PUBLICATION // DESIGN
Ecologik (Magazine trimestriel) N°60_Décembre.Janvier.Février 2018-19 Dossier
Autant l’annoncer de suite : espérer améliorer les espaces publics grâce au design est loin d’être une sinécure. Embellissement et convivialité vont souvent de pair avec la privatisation des espaces et la réduction des droits des citoyens.
Si on reprend l’idée généralement admise que le design contribue à parfaire un produit pour le rendre plus attractif, appliqué à la ville, la pratique des designers revient à en améliorer l’image et le confort pour certains usagers, les rendant complices des inégalités et de l’exclusion sociale présentes en son sein et générées par elle. Cette difficulté vient de la tension existante entre les intérêts des communes et le « droit à la ville » énoncé par Henri Lefebvre en 1968. Depuis, ce court manifeste pour le droit d’appropriation de l’espace urbain reste une référence complétée et réactualisée notamment par l’urbaniste Richard Sennett, le designer Victor Papanek ou l’architecte Lucien Kroll. Les villes, soumises aux lois du marché depuis les années 1990, tendent à perdre leur pouvoir de décisions et leur devoir de protection et d’accueil, alors que les citoyens subissent non seulement la dégradation de leur environnement, mais également la privatisation des espaces publics au profit de terrasses de café ou d’installations évènementielles impliquant d’y consommer. Or les espaces publics sont avant tout indispensables en tant que lieux d’échanges et de convergence, mais aussi de confrontations des différences - qui font la diversité de la ville et participent à sa survie; en somme, des espaces politiques et non des espaces marchands.

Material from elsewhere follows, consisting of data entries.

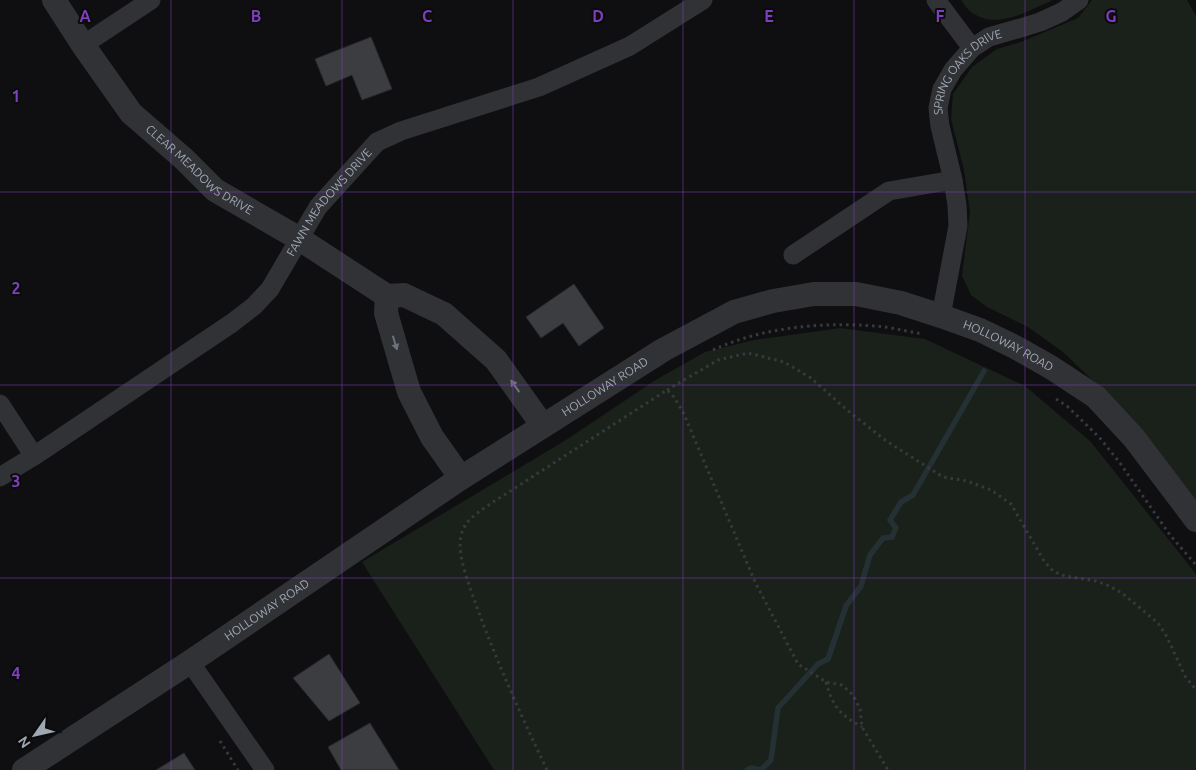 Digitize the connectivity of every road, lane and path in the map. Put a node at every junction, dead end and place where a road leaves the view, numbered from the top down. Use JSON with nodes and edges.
{"nodes":[{"id":1,"x":54,"y":0,"type":"edge"},
{"id":2,"x":152,"y":0,"type":"edge"},
{"id":3,"x":704,"y":0,"type":"edge"},
{"id":4,"x":936,"y":0,"type":"edge"},
{"id":5,"x":1079,"y":0,"type":"edge"},
{"id":6,"x":83,"y":45,"type":"junction"},
{"id":7,"x":972,"y":48,"type":"junction"},
{"id":8,"x":953,"y":180,"type":"junction"},
{"id":9,"x":298,"y":238,"type":"junction"},
{"id":10,"x":793,"y":255,"type":"dead end"},
{"id":11,"x":387,"y":296,"type":"junction"},
{"id":12,"x":941,"y":316,"type":"junction"},
{"id":13,"x":925,"y":335,"type":"dead end"},
{"id":14,"x":708,"y":352,"type":"dead end"},
{"id":15,"x":667,"y":390,"type":"junction"},
{"id":16,"x":1051,"y":395,"type":"dead end"},
{"id":17,"x":0,"y":404,"type":"edge"},
{"id":18,"x":543,"y":426,"type":"junction"},
{"id":19,"x":34,"y":456,"type":"junction"},
{"id":20,"x":0,"y":477,"type":"edge"},
{"id":21,"x":462,"y":478,"type":"junction"},
{"id":22,"x":1196,"y":520,"type":"edge"},
{"id":23,"x":1196,"y":565,"type":"edge"},
{"id":24,"x":190,"y":662,"type":"junction"},
{"id":25,"x":826,"y":682,"type":"junction"},
{"id":26,"x":1196,"y":690,"type":"edge"},
{"id":27,"x":862,"y":728,"type":"junction"},
{"id":28,"x":217,"y":738,"type":"dead end"},
{"id":29,"x":24,"y":770,"type":"edge"},
{"id":30,"x":238,"y":770,"type":"edge"},
{"id":31,"x":265,"y":770,"type":"edge"},
{"id":32,"x":547,"y":770,"type":"edge"},
{"id":33,"x":888,"y":770,"type":"edge"}],
"edges":[{"from":1,"to":6,"type":"street","name":"CLEAR MEADOWS DRIVE"},
{"from":2,"to":6,"type":"street"},
{"from":3,"to":9,"type":"street","name":"FAWN MEADOWS DRIVE"},
{"from":4,"to":7,"type":"street"},
{"from":5,"to":7,"type":"street","name":"SPRING OAKS DRIVE"},
{"from":6,"to":9,"type":"street","name":"CLEAR MEADOWS DRIVE"},
{"from":7,"to":8,"type":"street","name":"SPRING OAKS DRIVE"},
{"from":8,"to":10,"type":"street"},
{"from":8,"to":12,"type":"street","name":"SPRING OAKS DRIVE"},
{"from":9,"to":11,"type":"street","name":"CLEAR MEADOWS DRIVE"},
{"from":9,"to":19,"type":"street","name":"FAWN MEADOWS DRIVE"},
{"from":18,"to":11,"type":"street","name":"CLEAR MEADOWS DRIVE","one_way":true},
{"from":11,"to":21,"type":"street","one_way":true},
{"from":12,"to":18,"type":"street","name":"HOLLOWAY ROAD"},
{"from":12,"to":22,"type":"street","name":"HOLLOWAY ROAD"},
{"from":13,"to":14,"type":"path"},
{"from":15,"to":25,"type":"path"},
{"from":15,"to":26,"type":"path"},
{"from":15,"to":32,"type":"path"},
{"from":16,"to":23,"type":"path"},
{"from":17,"to":19,"type":"street"},
{"from":18,"to":21,"type":"street","name":"HOLLOWAY ROAD"},
{"from":19,"to":20,"type":"street","name":"FAWN MEADOWS DRIVE"},
{"from":21,"to":24,"type":"street","name":"HOLLOWAY ROAD"},
{"from":24,"to":29,"type":"street","name":"HOLLOWAY ROAD"},
{"from":24,"to":31,"type":"street"},
{"from":25,"to":27,"type":"path"},
{"from":25,"to":27,"type":"path"},
{"from":27,"to":33,"type":"path"},
{"from":28,"to":30,"type":"path"}]} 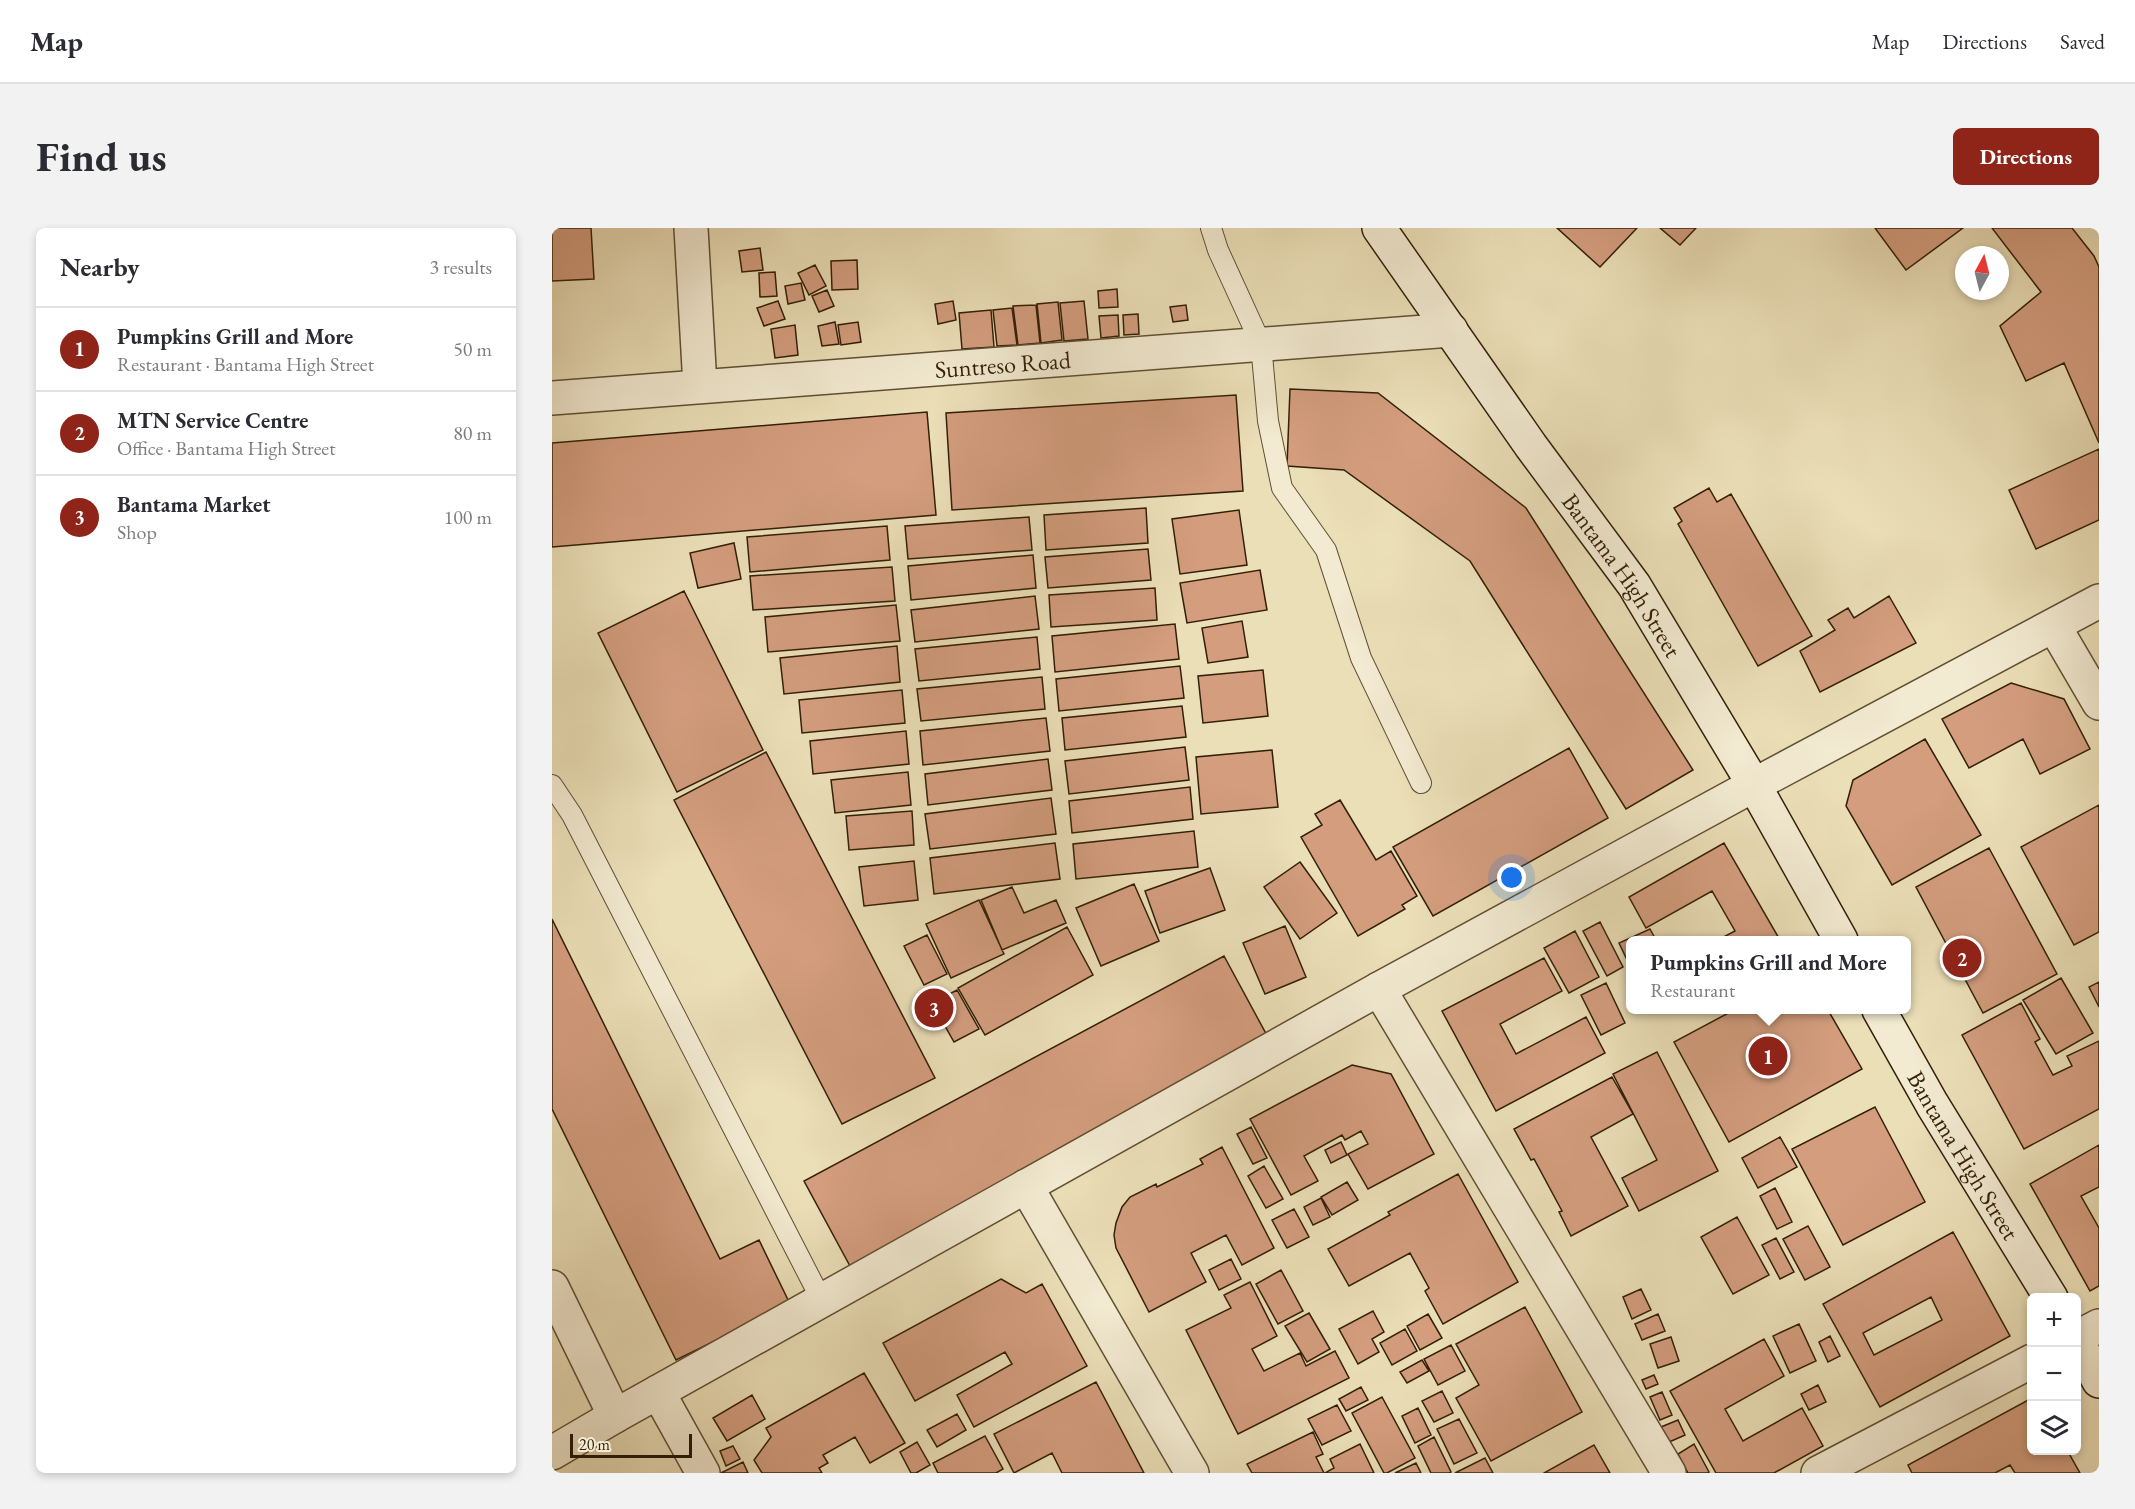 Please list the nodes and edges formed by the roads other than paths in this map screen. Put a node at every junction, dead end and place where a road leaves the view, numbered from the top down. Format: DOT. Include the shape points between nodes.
graph roads {
  1 [pos="691,228"];
  2 [pos="1211,228"];
  3 [pos="1379,228"];
  4 [pos="1451,330"];
  5 [pos="1261,344"];
  6 [pos="700,386"];
  7 [pos="552,398"];
  8 [pos="2099,601"];
  9 [pos="2054,626"];
  10 [pos="2099,703"];
  11 [pos="1421,783"];
  12 [pos="1754,784"];
  13 [pos="552,785"];
  14 [pos="1839,936"];
  15 [pos="1378,989"];
  16 [pos="1881,1014"];
  17 [pos="1026,1186"];
  18 [pos="552,1287"];
  19 [pos="2048,1293"];
  20 [pos="822,1301"];
  21 [pos="2099,1326"];
  22 [pos="2081,1335"];
  23 [pos="2081,1347"];
  24 [pos="2027,1363"];
  25 [pos="2099,1381"];
  26 [pos="658,1392"];
  27 [pos="615,1416"];
  28 [pos="552,1454"];
  29 [pos="703,1473"];
  30 [pos="1192,1473"];
  31 [pos="1669,1473"];
  32 [pos="1818,1473"];
  1 -- 6 [label="street"];
  2 -- 5 [label="lane"];
  3 -- 4 [label="street, Bantama High Street"];
  4 -- 5 [label="street, Suntreso Road"];
  4 -- 12 [label="street, Bantama High Street" via="1531,446 1635,585"];
  5 -- 6 [label="street, Suntreso Road"];
  5 -- 11 [label="lane" via="1268,421 1282,488 1326,550 1360,658"];
  6 -- 7 [label="street, Suntreso Road"];
  8 -- 9 [label="street"];
  9 -- 10 [label="street"];
  9 -- 12 [label="street"];
  12 -- 14 [label="street, Bantama High Street"];
  12 -- 15 [label="street"];
  13 -- 20 [label="lane" via="572,815"];
  15 -- 17 [label="street"];
  15 -- 31 [label="street"];
  16 -- 19 [label="street, Bantama High Street"];
  17 -- 20 [label="street"];
  17 -- 30 [label="street"];
  18 -- 27 [label="street"];
  20 -- 26 [label="street"];
  21 -- 22 [label="street"];
  23 -- 25 [label="street"];
  24 -- 32 [label="street"];
  26 -- 27 [label="street"];
  26 -- 29 [label="street"];
  27 -- 28 [label="street"];
}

Voici donc les designers commandités par des communes qui n’ont plus forcément les moyens, ni l’intérêt ou les compétences pour répondre aux besoins des citoyens de façon égalitaire. Et sans y prendre garde, par leurs interventions locales et urbaines, ils peuvent ainsi prendre part au phénomène grandissant de gentrification, car, faut-il le rappeler, si nous voulons des villes qui attirent et drainent du monde, cela concerne « sólo la gente guapa, limpia y rica » (seulement les gens beaux, propres et riches), note l’anthropologue Manuel Delgado. Que peuvent ainsi faire les designers, dont la pratique, comme le rappelle Stéphane Vial, est tournée vers « l’amélioration de la vie d’autrui et de la collectivité », ce qui « participe inévitablement à définir les contours du vivre-ensemble » ?

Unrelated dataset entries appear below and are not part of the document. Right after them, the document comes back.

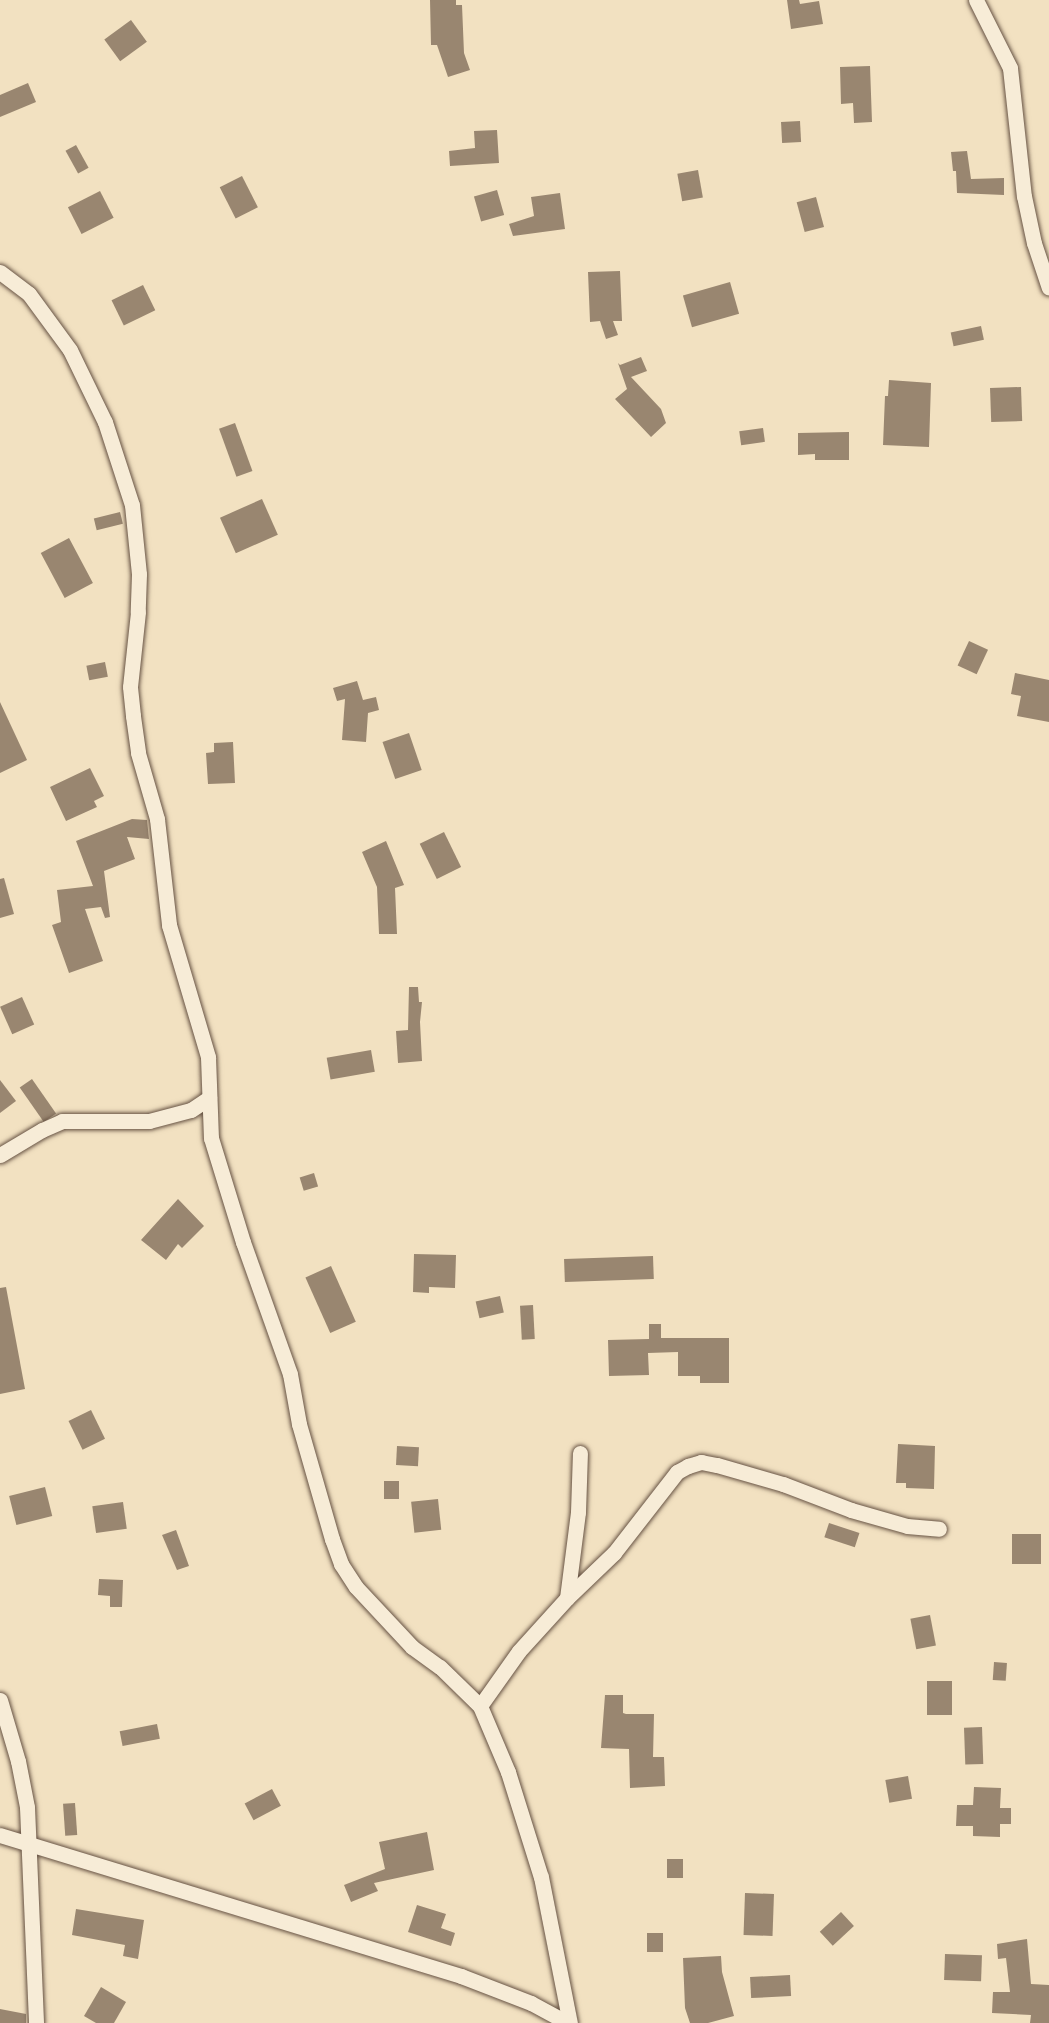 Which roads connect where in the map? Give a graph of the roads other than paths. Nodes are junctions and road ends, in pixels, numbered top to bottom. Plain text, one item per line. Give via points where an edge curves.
1 (976, 0) edge
2 (0, 272) edge
3 (1046, 273) edge
4 (1049, 288) edge
5 (209, 1098) junction
6 (0, 1155) edge
7 (580, 1453) dead end
8 (939, 1529) dead end
9 (567, 1598) junction
10 (0, 1700) edge
11 (480, 1706) junction
12 (0, 1835) edge
13 (29, 1843) junction
14 (36, 2023) edge
15 (569, 2023) edge

1 - 3 street via 1010,68 1024,196
2 - 5 street via 29,294 70,350 105,422 132,505 139,574 130,687 133,716 138,753 157,819 169,925 208,1057
3 - 4 street
5 - 6 street via 191,1110 149,1121 62,1121
5 - 11 street via 211,1138 290,1374 299,1424 341,1564 356,1587 412,1647 440,1667
7 - 9 street via 578,1512
8 - 9 street via 907,1526 783,1484 701,1462 677,1472 614,1553
9 - 11 street via 519,1651
10 - 13 street via 27,1807
11 - 15 street via 508,1772 541,1877
12 - 13 street
13 - 14 street
13 - 15 street via 461,1976 531,2003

Ne plus faire de design, suggère la politologue Margit Mayer, afin de ne pas apporter de « solutions » entrant dans une logique entrepreneuriale et néolibérale. Développer une pensée critique et innovante, passant par l’essai et l’expérimentation, et créer des possibles, des zones de dissidence pour rendre à la ville sa fonction politique et démocratique. Enfin, concevoir un design écosocial, un design éco-responsable participant au bien-être de tous, au-delà de la classe créative urbaine. Ce qui implique de questionner la notion de bien-être, le sens de la demande et du résultat, mais aussi les conditions de conception, de production et d’utilisation pour, conclut Ludovic Duhem, espérer « faire socialement du design ». Pas simple, n’est-ce pas ?
Photographies : © photo: MIKOMIKO STUDIO in « Paysages citoyens à Bruxelles », de J. & C. Mercier, éd. Racines (2018)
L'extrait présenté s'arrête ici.